Anne-Marie Hamel ne cache pas sa tristesse. Elle s’apprête à vivre un petit deuil. Après avoir produit une centaine de grandes catalognes depuis des dizaines d’années, elle tisse aujourd’hui sa dernière.

« La catalogne, ça fait plein de fils, de poussières, et ça entre dans mes poumons. Depuis trois ans, je souffre d’asthme. Je suis en train d’éliminer les facteurs de risque », dit la femme de 67 ans, rencontrée chez elle à Clermont, dans Charlevoix.

« Je vais avoir le cœur brisé, mais ce n’est pas bon pour ma santé. »

La tisserande va continuer à tisser. Mais elle ne fera plus ces grandes catalognes qui couvrent les lits et que les amateurs de patrimoine s’arrachent.

PHOTO GABRIEL BÉLAND, LA PRESSE

« La catalogne, ça fait plein de fils, de poussières, et ça entre dans mes poumons. Depuis trois ans, je souffre d’asthme », dit Anne-Marie Hamel.

Elle va laisser son grand métier à tisser à un homme plus jeune.
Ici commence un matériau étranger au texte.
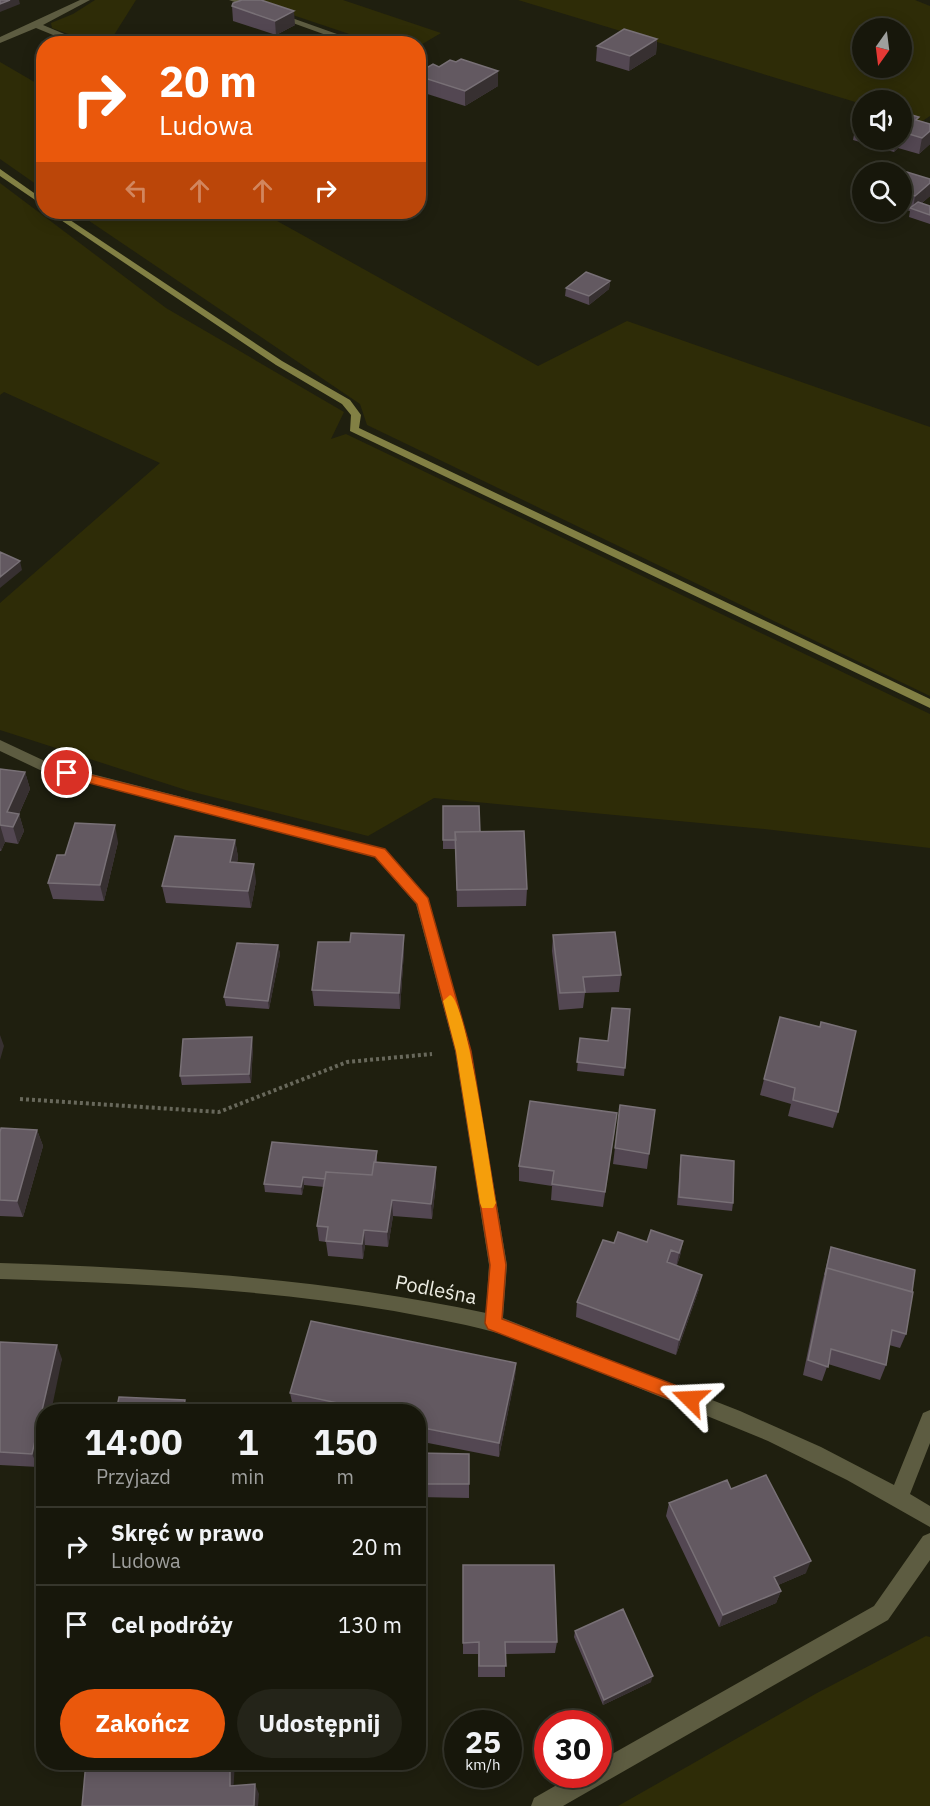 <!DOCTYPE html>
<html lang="pl">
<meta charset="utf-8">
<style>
:root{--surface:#17170b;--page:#242419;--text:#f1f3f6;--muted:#9e9f9d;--line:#36362c;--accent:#ea580c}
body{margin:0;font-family:"IBM Plex Sans",sans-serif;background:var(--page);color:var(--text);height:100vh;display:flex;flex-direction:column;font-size:22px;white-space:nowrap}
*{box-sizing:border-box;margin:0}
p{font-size:20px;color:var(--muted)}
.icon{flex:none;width:33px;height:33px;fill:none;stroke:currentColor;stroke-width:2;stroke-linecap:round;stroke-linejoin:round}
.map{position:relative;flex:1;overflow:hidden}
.panel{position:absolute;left:36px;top:1404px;width:390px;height:366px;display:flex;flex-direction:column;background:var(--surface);border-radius:24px;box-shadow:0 3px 15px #0003,0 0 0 2px var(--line)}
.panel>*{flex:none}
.guide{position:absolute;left:36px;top:36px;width:390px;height:183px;border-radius:24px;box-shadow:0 3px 15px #0003,0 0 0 2px var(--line);background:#ea580c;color:#fff;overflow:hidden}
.needle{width:39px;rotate:194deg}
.tools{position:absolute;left:852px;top:18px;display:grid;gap:12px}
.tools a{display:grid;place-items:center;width:60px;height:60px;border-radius:50%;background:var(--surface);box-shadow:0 3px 15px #0003,0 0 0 2px var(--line);font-size:30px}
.speed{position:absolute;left:444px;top:1710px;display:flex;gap:12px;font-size:30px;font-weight:700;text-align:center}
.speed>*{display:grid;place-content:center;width:78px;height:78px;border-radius:50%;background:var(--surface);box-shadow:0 3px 15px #0003,0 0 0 2px var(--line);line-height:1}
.speed small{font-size:15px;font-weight:400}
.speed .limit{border:9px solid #d22;background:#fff;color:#111}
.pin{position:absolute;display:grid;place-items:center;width:51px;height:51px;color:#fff;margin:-26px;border:3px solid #fff;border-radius:50%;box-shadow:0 2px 6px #0007}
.me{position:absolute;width:66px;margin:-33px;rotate:291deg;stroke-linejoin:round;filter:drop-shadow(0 0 4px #0008)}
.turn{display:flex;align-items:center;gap:21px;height:126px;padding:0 24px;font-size:27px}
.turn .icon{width:78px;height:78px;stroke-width:2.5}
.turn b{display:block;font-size:42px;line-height:51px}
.lanes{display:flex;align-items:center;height:57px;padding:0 24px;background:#0003;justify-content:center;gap:30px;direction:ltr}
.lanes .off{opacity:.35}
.eta{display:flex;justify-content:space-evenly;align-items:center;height:102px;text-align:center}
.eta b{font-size:36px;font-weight:700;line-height:42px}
.action{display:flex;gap:12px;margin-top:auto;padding:12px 24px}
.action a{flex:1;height:69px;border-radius:36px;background:var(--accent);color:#fff;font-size:24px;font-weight:700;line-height:69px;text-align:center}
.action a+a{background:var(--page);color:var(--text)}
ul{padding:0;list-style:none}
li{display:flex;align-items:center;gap:18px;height:78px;padding:0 24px;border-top:2px solid var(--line)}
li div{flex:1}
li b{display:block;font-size:22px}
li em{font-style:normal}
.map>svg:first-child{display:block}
.green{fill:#2e2c07;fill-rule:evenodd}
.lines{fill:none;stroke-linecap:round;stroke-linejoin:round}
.stream{fill:#828044;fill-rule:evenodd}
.path{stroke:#68685b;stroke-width:4;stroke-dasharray:3 3;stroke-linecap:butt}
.minor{fill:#5d5c41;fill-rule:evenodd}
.wall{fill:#534752}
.shaded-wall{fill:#373031}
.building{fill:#635961;stroke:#787076;stroke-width:1.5}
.route{fill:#ea580c;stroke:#983908;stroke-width:1.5}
.slow{fill:#f59e0b}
.labels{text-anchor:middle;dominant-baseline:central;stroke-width:4.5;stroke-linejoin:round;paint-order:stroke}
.near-street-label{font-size:20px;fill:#ecece2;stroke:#1f1f0f}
</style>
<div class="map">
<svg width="930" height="1806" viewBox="0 0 930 1806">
<rect width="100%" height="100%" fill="#1f1f0f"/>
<path class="green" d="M95,0H136L109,43H93L52,28L51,23L73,14Z
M248,0H343L441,33L419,46L418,44L376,43Z
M518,0H915L930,6V116L921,122L902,116V100H862V104ZM862,28H902V68H862Z
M0,62L43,87V189L0,159Z
M0,183L166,308L344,412L331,439L346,434L930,714V848L764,829L434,798L368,836L189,791L0,730V603L160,463L4,392L0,395Z
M76,212H261L538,366L627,321L930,427V696L367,425L360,404Z
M926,1636L930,1637V1806H618L817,1693Z"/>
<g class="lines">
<path class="stream" d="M0,169L44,200V206L0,176Z
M49,212H58L282,361L350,400L361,415L359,428L930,699V708L350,431L351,415L342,404L276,365Z"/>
<path class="path" d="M20,1099L219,1112L347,1062L432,1054"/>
<path class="minor" d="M80,0H90L43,25L88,44H75L36,28L0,43V37Z
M229,0H241L365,44H351Z
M0,740L49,763L385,849L428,898L471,1051L507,1265L503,1318L740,1411L821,1447L894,1485L923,1413L930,1410V1443L910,1494L930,1506V1527L847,1480L768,1441L531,1344C487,1327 440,1320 394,1311C264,1289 132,1283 0,1279V1263C164,1268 325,1279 486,1313L489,1265L455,1051L416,904L375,857L40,770L0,751Z
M930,1533V1560L888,1620L563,1806H531L534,1798L576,1774H598V1762L874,1606L923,1536Z"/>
</g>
<path class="wall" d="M232,6L295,25L276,35L233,21Z
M657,39L656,54L629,71L596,61L597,46Z
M439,67L498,86L465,106L418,91V73Z
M902,112L918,120L930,124V144L919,154L898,148L894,152L853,140L856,124L862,119V140H902Z
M902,172L930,179V196L922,203L930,206V224L909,217L910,211L902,209Z
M610,281L609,289L589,305L565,296L566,288Z
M0,769L25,772L30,789L19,814L24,831L18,844L5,842L1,851H0Z
M443,806L480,832L527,889L526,906L457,907L456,849H443Z
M235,840L238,857L237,863L256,881L251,908L166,903L162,886Z
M118,842L104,901L53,899L48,883L65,855Z
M404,935V951L400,1009L314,1006L312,990L350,942Z
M553,935L621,975L619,992L585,993L583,1008L559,1010L552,951Z
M278,945L280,954L269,1009L226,1006L224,997Z
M630,1009L624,1076L577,1071L580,1038L608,1041Z
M780,1017L838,1112L833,1128L788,1116L791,1104L760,1095Z
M253,1046L251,1083L182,1085L180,1076Z
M620,1105L655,1110L647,1169L613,1164Z
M615,1129L603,1207L551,1200L552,1186L519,1181V1166Z
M37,1130L43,1146L23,1217L0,1216V1132Z
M377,1151V1163L436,1183L432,1219L393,1216L388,1247L365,1245L363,1259L328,1256L326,1242L319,1241L317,1226L324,1187L304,1185L302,1195L265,1192L264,1184Z
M681,1155L733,1203L732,1211L677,1205L680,1163Z
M683,1241L680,1256L677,1265L699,1289L676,1355L576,1317L577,1302L647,1242Z
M831,1247L912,1292L906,1334L900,1348L889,1345L886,1365L880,1380L828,1364L822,1381L803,1375L822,1283Z
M0,1342L62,1359L44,1412V1444L38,1467L0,1465Z
M516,1363L515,1377L499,1457L418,1441V1412H313L293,1407L290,1393Z
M418,1453L469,1454V1498L418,1497Z
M731,1489L806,1573L778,1585L781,1591L776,1603L719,1627L666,1516L669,1503Z
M463,1565L557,1642L555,1653L505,1654V1677H478V1654H463Z
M575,1631L651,1682L603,1705L574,1637Z"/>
<path class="shaded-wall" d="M10,0H19L20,4L0,12V4Z
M294,11L295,25L276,35L275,21Z
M657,39L656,54L629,71L630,56Z
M498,71V86L465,106V91Z
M930,131V144L919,154L922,138Z
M897,140H900L898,148L894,152Z
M930,183V196L914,210L913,209L915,196Z
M610,281L609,289L589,305V296Z
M20,561L22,570L0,588V577Z
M25,772L30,789L13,827L7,812Z
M19,814L24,831L18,844L13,827Z
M0,825L5,842L1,851L0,847Z
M115,825L118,842L104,901L100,885Z
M235,840L238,857L233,879L230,862Z
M254,864L256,881L251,908L248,891Z
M404,935V951L400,1009L399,993Z
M278,945L280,954L269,1009L268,1001Z
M0,1035L4,1046L0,1060Z
M252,1037L253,1046L251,1083L249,1074Z
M37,1130L43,1146L23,1217L17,1201Z
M436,1167V1183L432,1219L431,1204Z
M303,1177L304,1185L302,1195L301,1187Z
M392,1200L393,1216L388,1247L387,1232Z
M364,1230L365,1245L363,1259L362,1244Z
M683,1241L680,1256L676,1268L679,1253Z
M702,1275L699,1289L676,1355L679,1340Z
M57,1345L62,1359L51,1412H44V1444L38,1467L32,1454Z
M516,1363L515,1377L499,1457V1443Z
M185,1400L187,1407L186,1412H183Z
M811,1561L806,1573L769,1589L774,1577Z
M781,1591L776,1603L719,1627L723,1615Z
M653,1676L651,1682L603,1705L604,1700Z
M230,1762H235L233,1795L230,1786Z
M255,1784L259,1794L258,1806H254Z"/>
<path class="building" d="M0,0H10L0,4Z
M242,0H261L294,11L275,21L232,6L233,3Z
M624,29L657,39L630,56L597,46Z
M461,59L498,71L465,91L418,76V73L433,64L439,67L450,60L456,62Z
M902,112L919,117L916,120L930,124V131L922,138L902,132Z
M862,119V126L856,124Z
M887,166L930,179V183L915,196L902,192V172H879Z
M918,202L930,206V215L910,208Z
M586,272L610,281L589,296L566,288Z
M0,552L20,561L0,577Z
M0,769L25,772L7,812L19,814L13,827L0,825Z
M443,806H479L480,832H455L456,840H443Z
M75,823L115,825L100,885L48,883L57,855H65Z
M524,831L527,889L457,890L455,832Z
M175,836L235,840L230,862L254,864L248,891L162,886Z
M615,932L621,975L583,977L585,992L560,993L553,935Z
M351,933L404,935L399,993L312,990L318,942H350Z
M237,943L278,945L268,1001L224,997Z
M612,1008L630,1009L625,1068L577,1062L580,1038L608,1041Z
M780,1017L820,1027L821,1022L856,1031L838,1112L793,1100L795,1088L764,1079Z
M252,1037L249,1074L180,1076L183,1039Z
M530,1101L617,1113L605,1192L552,1184L554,1171L519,1166Z
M620,1105L655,1110L649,1154L615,1148Z
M1,1128L37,1130L17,1201L0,1200V1132Z
M272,1142L377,1151L375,1162H374L372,1175L326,1172L325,1179L303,1177L301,1187L264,1184Z
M681,1155L734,1161L733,1203L679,1197Z
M374,1162L436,1167L431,1204L392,1200L387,1232L364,1230L362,1244L326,1241L328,1227L317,1226L326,1172L372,1175Z
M651,1230L683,1241L679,1253L671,1250L667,1262L702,1275L679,1340L577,1302L603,1240L614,1243L618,1232L647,1242Z
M831,1247L915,1270L912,1292L827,1268L825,1275Z
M827,1268L913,1292L906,1334L892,1330L886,1365L831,1349L828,1367L808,1360Z
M311,1321L516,1363L499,1443L418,1427V1412H350L352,1406L290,1393Z
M0,1342L57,1345L32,1454L0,1452Z
M119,1397L185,1400L183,1412H116Z
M418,1453L469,1454V1484H418Z
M766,1475L811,1561L774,1577L781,1591L723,1615L669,1503L727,1480L731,1489Z
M463,1565H554L557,1642H505L506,1666H479V1642L463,1643Z
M623,1609L653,1676L604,1700L575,1631Z
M86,1762H230V1786L255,1784L254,1806H82Z"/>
<path class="route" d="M67,769L385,849L428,898L471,1051L506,1265L502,1319L696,1393L698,1399L696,1404L690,1407L488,1329L485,1323L490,1265L456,1051L417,904L375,857L62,776V770Z"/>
<path class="slow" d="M450,995C467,1001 491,1175 496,1203L493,1208H482L480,1203L456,1051L443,1001Z"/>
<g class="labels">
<g class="near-street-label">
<text transform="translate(436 1289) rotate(11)">Podleśna</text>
</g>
</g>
</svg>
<div class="tools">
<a><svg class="needle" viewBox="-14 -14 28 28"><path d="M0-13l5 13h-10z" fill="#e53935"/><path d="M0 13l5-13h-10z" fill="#9e9f9d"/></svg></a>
<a><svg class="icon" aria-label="sound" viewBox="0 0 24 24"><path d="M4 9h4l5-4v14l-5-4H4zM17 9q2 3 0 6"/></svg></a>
<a><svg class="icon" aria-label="search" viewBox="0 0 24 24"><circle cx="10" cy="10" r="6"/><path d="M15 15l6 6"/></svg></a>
</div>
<div class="speed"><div>25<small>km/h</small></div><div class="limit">30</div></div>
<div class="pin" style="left:67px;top:773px;background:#d93025"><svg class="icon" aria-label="arrive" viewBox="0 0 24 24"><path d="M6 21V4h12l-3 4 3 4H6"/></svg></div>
<svg class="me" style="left:690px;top:1399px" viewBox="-20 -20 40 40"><path d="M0-17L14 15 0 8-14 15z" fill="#ea580c" stroke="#fff" stroke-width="4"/></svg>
<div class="guide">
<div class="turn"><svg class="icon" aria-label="right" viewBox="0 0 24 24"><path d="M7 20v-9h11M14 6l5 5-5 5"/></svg><div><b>20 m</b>Ludowa</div></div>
<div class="lanes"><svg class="icon off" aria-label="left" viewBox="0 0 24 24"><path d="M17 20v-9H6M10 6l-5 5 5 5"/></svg><svg class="icon off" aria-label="ahead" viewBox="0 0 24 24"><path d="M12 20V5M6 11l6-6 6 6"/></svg><svg class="icon off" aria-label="ahead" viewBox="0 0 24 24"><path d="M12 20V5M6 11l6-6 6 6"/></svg><svg class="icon" aria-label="right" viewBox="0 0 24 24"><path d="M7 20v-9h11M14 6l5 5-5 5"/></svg></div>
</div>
<section class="panel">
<div class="eta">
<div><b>14:00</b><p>Przyjazd</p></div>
<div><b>1</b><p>min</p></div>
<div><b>150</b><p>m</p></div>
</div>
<ul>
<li><svg class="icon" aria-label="right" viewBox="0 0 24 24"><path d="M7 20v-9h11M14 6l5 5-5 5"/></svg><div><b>Skręć w prawo</b><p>Ludowa</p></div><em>20 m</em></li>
<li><svg class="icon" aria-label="arrive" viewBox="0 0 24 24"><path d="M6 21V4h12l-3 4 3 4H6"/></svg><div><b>Cel podróży</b></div><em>130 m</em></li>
</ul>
<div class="action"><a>Zakończ</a><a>Udostępnij</a></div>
</section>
</div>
Elle espère qu’il va poursuivre cette technique ancestrale qui, sans être en perdition, est loin d’être aussi populaire qu’avant.

« Si tu t’en vas vers l’Estrie, c’est plus l’influence anglaise, c’est plus de la courtepointe. Mais dans les régions de l’Est, ça tisse encore », assure Anne-Marie Hamel.

Ça n’a jamais arrêté, la catalogne, dans Charlevoix, au Bas-Saint-Laurent, en Gaspésie, au Saguenay…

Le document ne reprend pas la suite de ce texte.